SPD: Schiedskommission gibt grünes Licht für Parteiausschluss Sarrazins

Wegen seiner Bücher und TV-Auftritte, bei denen er schonungslos unbequeme Wahrheiten erklärte, ist Thilo Sarrazin von Partei-Kollegen immer wieder angefeindet worden. Mehrfach gab es Versuche in der SPD, Thilo Sarrazin aus der Partei herauszubekommen. Jetzt hat die Schiedskommission Charlottenburg-Wilmersdorf (Berlin) entschieden, dass die Partei Sarrazin ausschließen kann und darf [siehe Berichte »ARD«, »B.Z.«]. SPD-Generalsekretär Lars Klingbeil erklärte via Twitter, »rassistische Gedanken haben in der SPD keinen Platz«.

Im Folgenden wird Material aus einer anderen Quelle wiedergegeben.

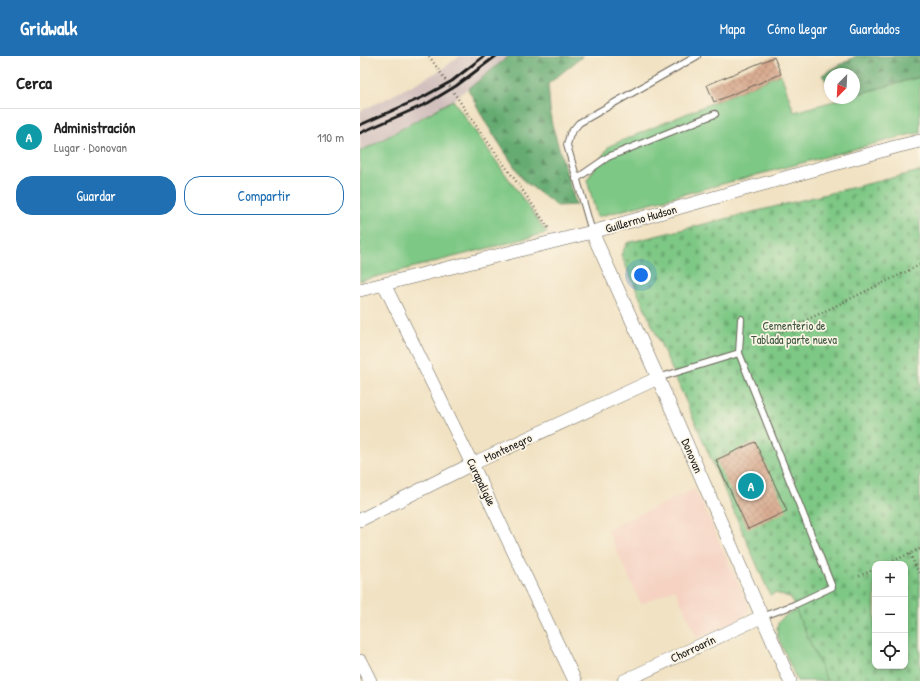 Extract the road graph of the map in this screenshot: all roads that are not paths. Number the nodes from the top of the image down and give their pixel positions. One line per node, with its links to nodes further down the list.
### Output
1 (697, 56): 4 (lane)
2 (715, 114): 4 (lane)
3 (920, 141): 5 (street, Guillermo Hudson)
4 (576, 179): 5 (lane)
5 (592, 232): 6 (street, Guillermo Hudson); 10 (street, Donovan)
6 (384, 284): 7 (street, Guillermo Hudson); 11 (street, Curapaligüe)
7 (360, 290)
8 (740, 319): 9 (lane)
9 (739, 354): 10 (lane); 13 (lane)
10 (658, 378): 11 (street, Montenegro); 13 (street, Donovan)
11 (472, 464): 12 (street, Montenegro); 16 (street, Curapaligüe)
12 (360, 520)
13 (761, 617): 17 (street, Chorroarín); 18 (street, Donovan)
14 (360, 660): 15 (street)
15 (370, 681)
16 (575, 681)
17 (624, 681)
18 (790, 681)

Thilo Sarrazin hatte sich mehrfach geweigert, freiwillig aus der Partei auszutreten. Auch einen Parteiausschluss will er nicht hinnehmen. Er hat bereits angedroht, notfalls zu klagen und die Sache bis hinauf zum Bundesverfassungsgericht zu tragen. Er sieht auch nicht ein, dass seinen begründeten Thesen und schriftlichen Niederlegungen als »rassistisch« diffamiert werden. Sarrazin wies immer wieder darauf hin, dass alle seine Thesen auf Zahlen, Statistiken und Nachweisen basieren. Doch das scheint viele seiner Parteigenossen wenig zu kümmern. Ihnen scheint es mehr aufs Image der Partei anzukommen. Und aus der Sicht des linken politischen Lagers scheint Sarrazin ein Image-Problem für die Partei zu sein.